Records drawn from a dataset
☆ ☆ ☆ ☆ ☆ ☆ ☆

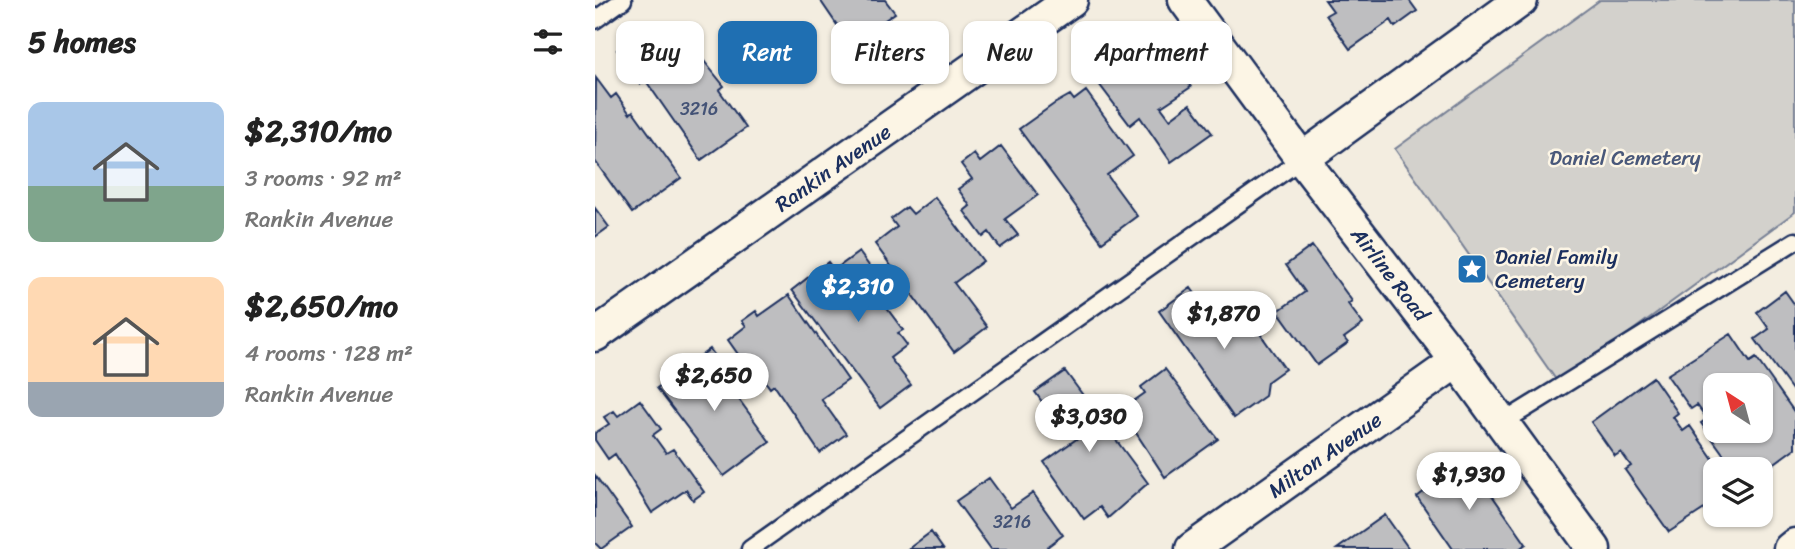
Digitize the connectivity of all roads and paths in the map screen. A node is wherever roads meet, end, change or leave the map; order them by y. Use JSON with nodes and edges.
{"nodes":[{"id":1,"x":623,"y":0,"type":"edge"},
{"id":2,"x":1071,"y":0,"type":"edge"},
{"id":3,"x":1185,"y":0,"type":"edge"},
{"id":4,"x":1521,"y":0,"type":"edge"},
{"id":5,"x":595,"y":20,"type":"edge"},
{"id":6,"x":1302,"y":159,"type":"junction"},
{"id":7,"x":1795,"y":241,"type":"edge"},
{"id":8,"x":595,"y":335,"type":"edge"},
{"id":9,"x":1457,"y":361,"type":"junction"},
{"id":10,"x":1502,"y":423,"type":"junction"},
{"id":11,"x":1795,"y":545,"type":"edge"},
{"id":12,"x":750,"y":549,"type":"edge"},
{"id":13,"x":1192,"y":549,"type":"edge"},
{"id":14,"x":1594,"y":549,"type":"edge"},
{"id":15,"x":1790,"y":549,"type":"edge"}],
"edges":[{"from":1,"to":5,"type":"lane"},
{"from":2,"to":8,"type":"street","name":"Rankin Avenue"},
{"from":3,"to":6,"type":"street","name":"Airline Road"},
{"from":4,"to":6,"type":"street"},
{"from":6,"to":9,"type":"street","name":"Airline Road"},
{"from":6,"to":12,"type":"lane"},
{"from":7,"to":10,"type":"lane"},
{"from":9,"to":10,"type":"street","name":"Airline Road"},
{"from":9,"to":13,"type":"street","name":"Milton Avenue"},
{"from":10,"to":14,"type":"street","name":"Airline Road"},
{"from":11,"to":15,"type":"street"}]}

☆ ☆ ☆ ☆ ☆ ☆ ☆

All records above need to be returned exactly. Omit the pictures.

Digitize the connectivity of all roads and paths in the map screen. A node is wherever roads meet, end, change or leave the map; order them by y. Use JSON with nodes and edges.
{"nodes":[{"id":1,"x":623,"y":0,"type":"edge"},
{"id":2,"x":1071,"y":0,"type":"edge"},
{"id":3,"x":1185,"y":0,"type":"edge"},
{"id":4,"x":1521,"y":0,"type":"edge"},
{"id":5,"x":595,"y":20,"type":"edge"},
{"id":6,"x":1302,"y":159,"type":"junction"},
{"id":7,"x":1795,"y":241,"type":"edge"},
{"id":8,"x":595,"y":335,"type":"edge"},
{"id":9,"x":1457,"y":361,"type":"junction"},
{"id":10,"x":1502,"y":423,"type":"junction"},
{"id":11,"x":1795,"y":545,"type":"edge"},
{"id":12,"x":750,"y":549,"type":"edge"},
{"id":13,"x":1192,"y":549,"type":"edge"},
{"id":14,"x":1594,"y":549,"type":"edge"},
{"id":15,"x":1790,"y":549,"type":"edge"}],
"edges":[{"from":1,"to":5,"type":"lane"},
{"from":2,"to":8,"type":"street","name":"Rankin Avenue"},
{"from":3,"to":6,"type":"street","name":"Airline Road"},
{"from":4,"to":6,"type":"street"},
{"from":6,"to":9,"type":"street","name":"Airline Road"},
{"from":6,"to":12,"type":"lane"},
{"from":7,"to":10,"type":"lane"},
{"from":9,"to":10,"type":"street","name":"Airline Road"},
{"from":9,"to":13,"type":"street","name":"Milton Avenue"},
{"from":10,"to":14,"type":"street","name":"Airline Road"},
{"from":11,"to":15,"type":"street"}]}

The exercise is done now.